The stories of the Windrush generation are the focus of an event hosted by Midlands Arts Center Birmingham, a facility known locally as the MAC. The event, “Beyond Windrush,” will open on May 4 and run until July 9, 2018, and present a major celebration of art, photography, dance, music, debate, and “even some rum.” It will mark the 70th anniversary of the journey made by almost 500 individuals from the Caribbean to London in 1948 on the ship SS Empire Windrush. The program at the MAC is meant to highlight the experience and impact of migration via commissioned artworks by local and international artists. Photography will form a major portion of the program and will include works by Andrew Jackson, Vanley Burke, and the late Jamaican Raphael Albert, who was based in London. In Jackson’s exhibition “From A Small Island,” he explores the psychological impact of migration on the first, second and third generations of Jamaican immigrants. He was inspired by the experiences of his parents to address the political landscape of Britain over the past 60 years.
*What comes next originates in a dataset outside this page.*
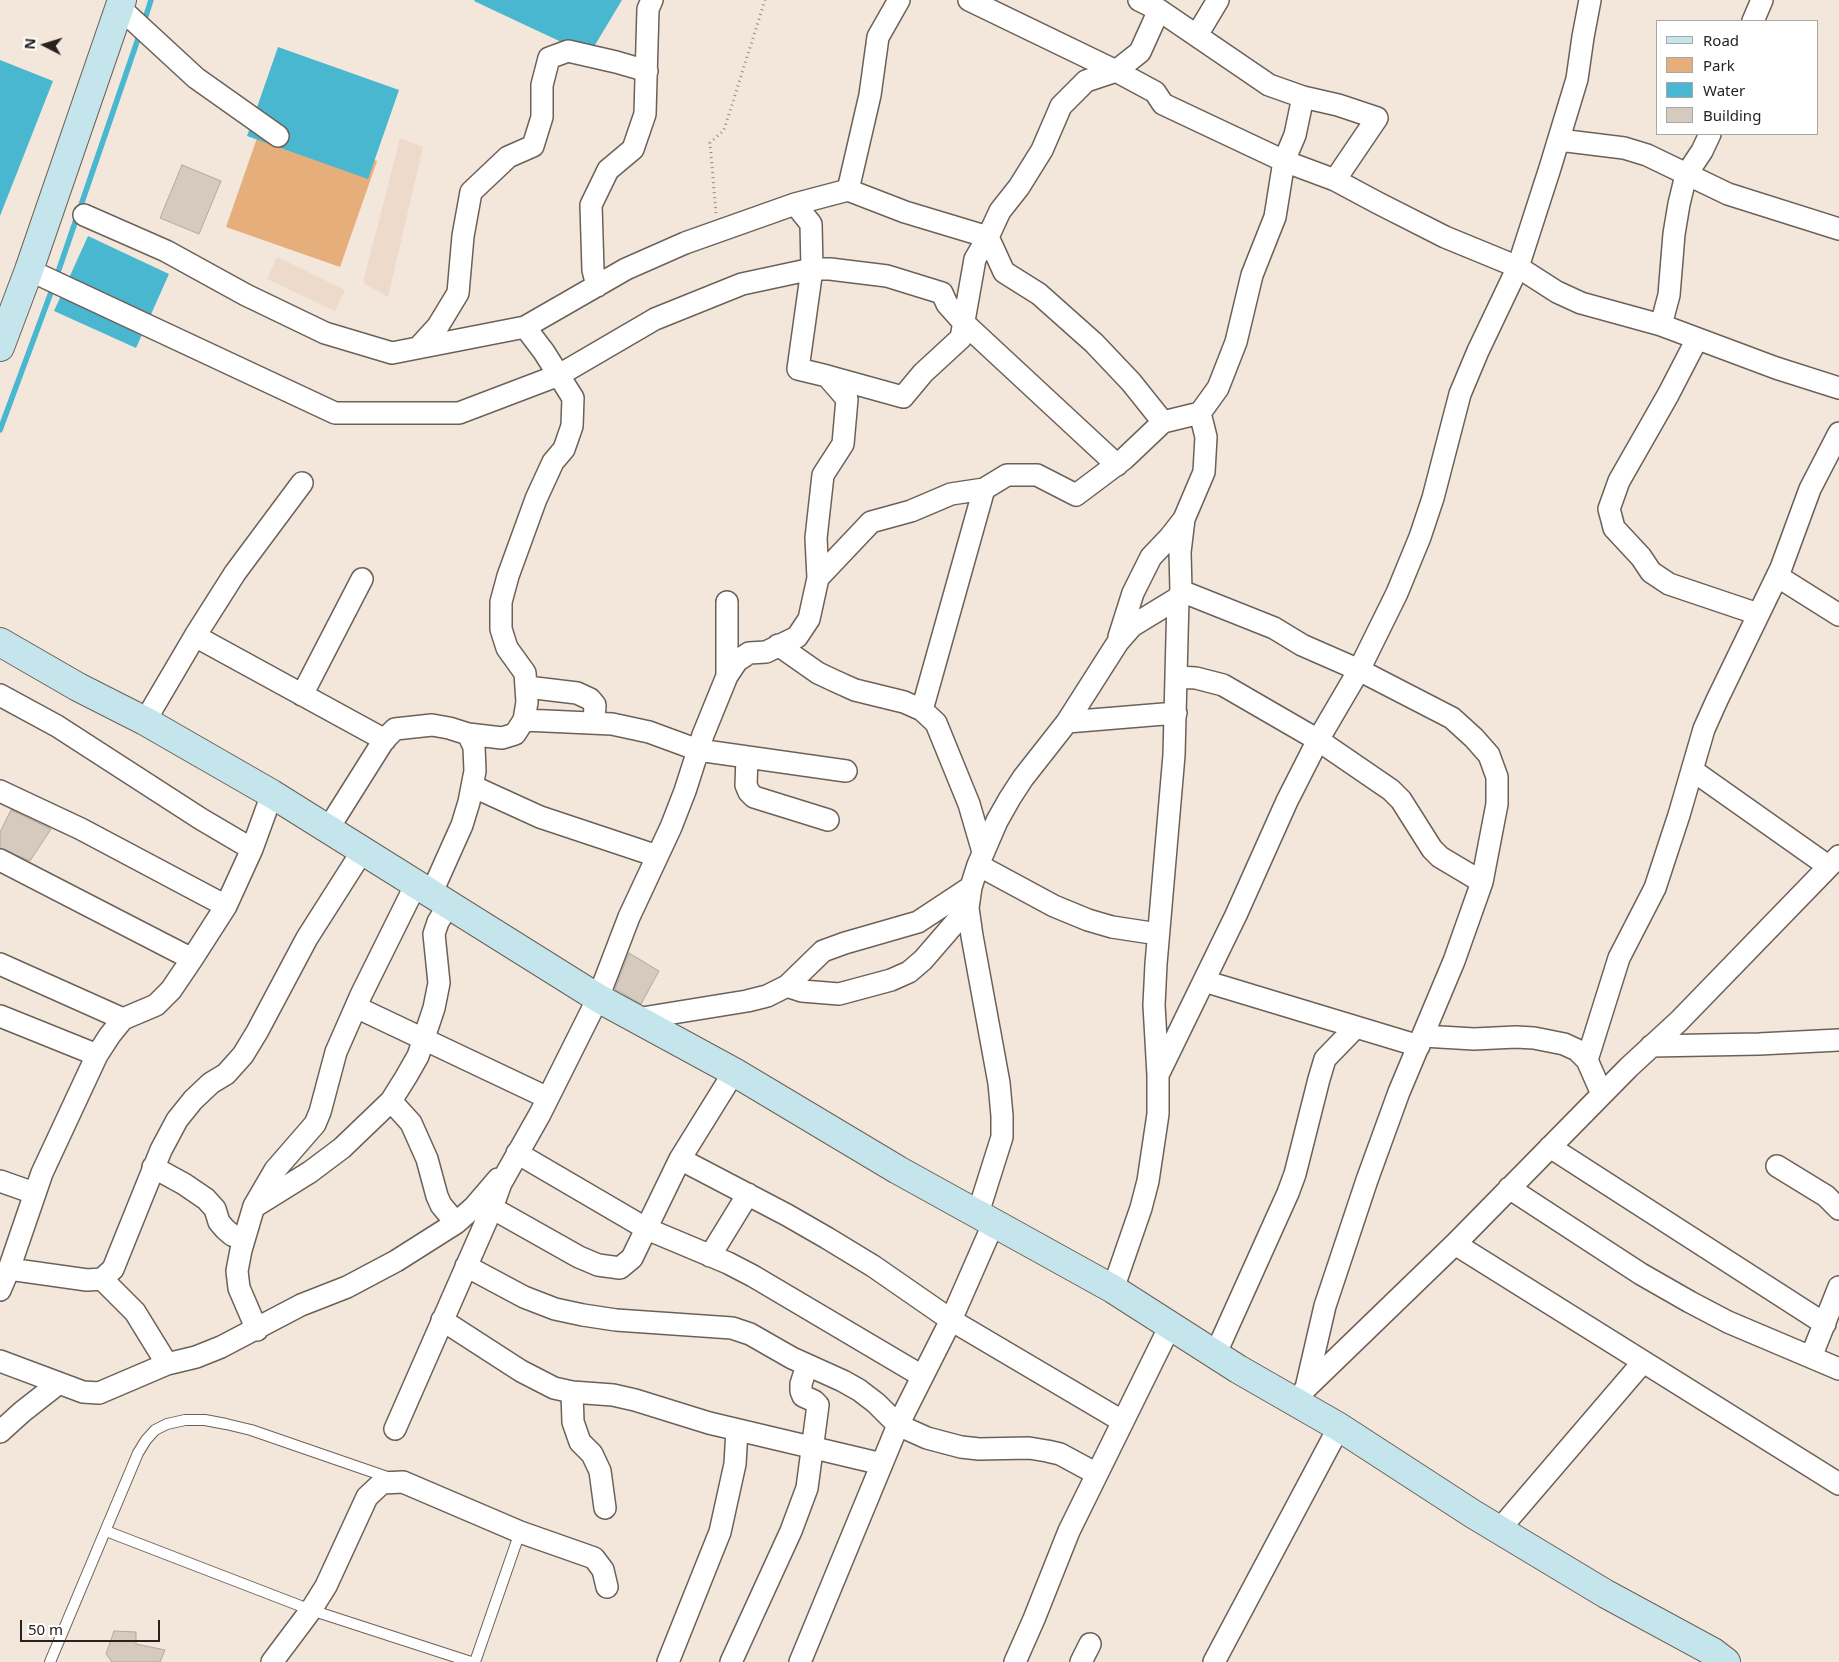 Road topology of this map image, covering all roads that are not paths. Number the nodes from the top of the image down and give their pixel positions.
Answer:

Jamaican-born Burke has taken photographs since he received a camera from his mother at age 13. When he moved to the UK as a teenager, he began to document the black community and lifestyle in British cities. His photos of Birmingham street protests illustrate what it meant to grow up in the city. Raphael Albert, who died in 2009, spent almost 50 years celebrating the Caribbean communities in the London area, photographing local residents and neighbours. According to actor and MAC supporter Adrian Lester, who was born in Birmingham and has appeared in the BBC One crime drama “Hustle” and in “Primary Colors” with John Travolta and Emma Thompson, said “Beyond Windrush” celebrates the people who traveled to the “mother country” to begin new lives without knowing how hard they would need to fight for acceptance there.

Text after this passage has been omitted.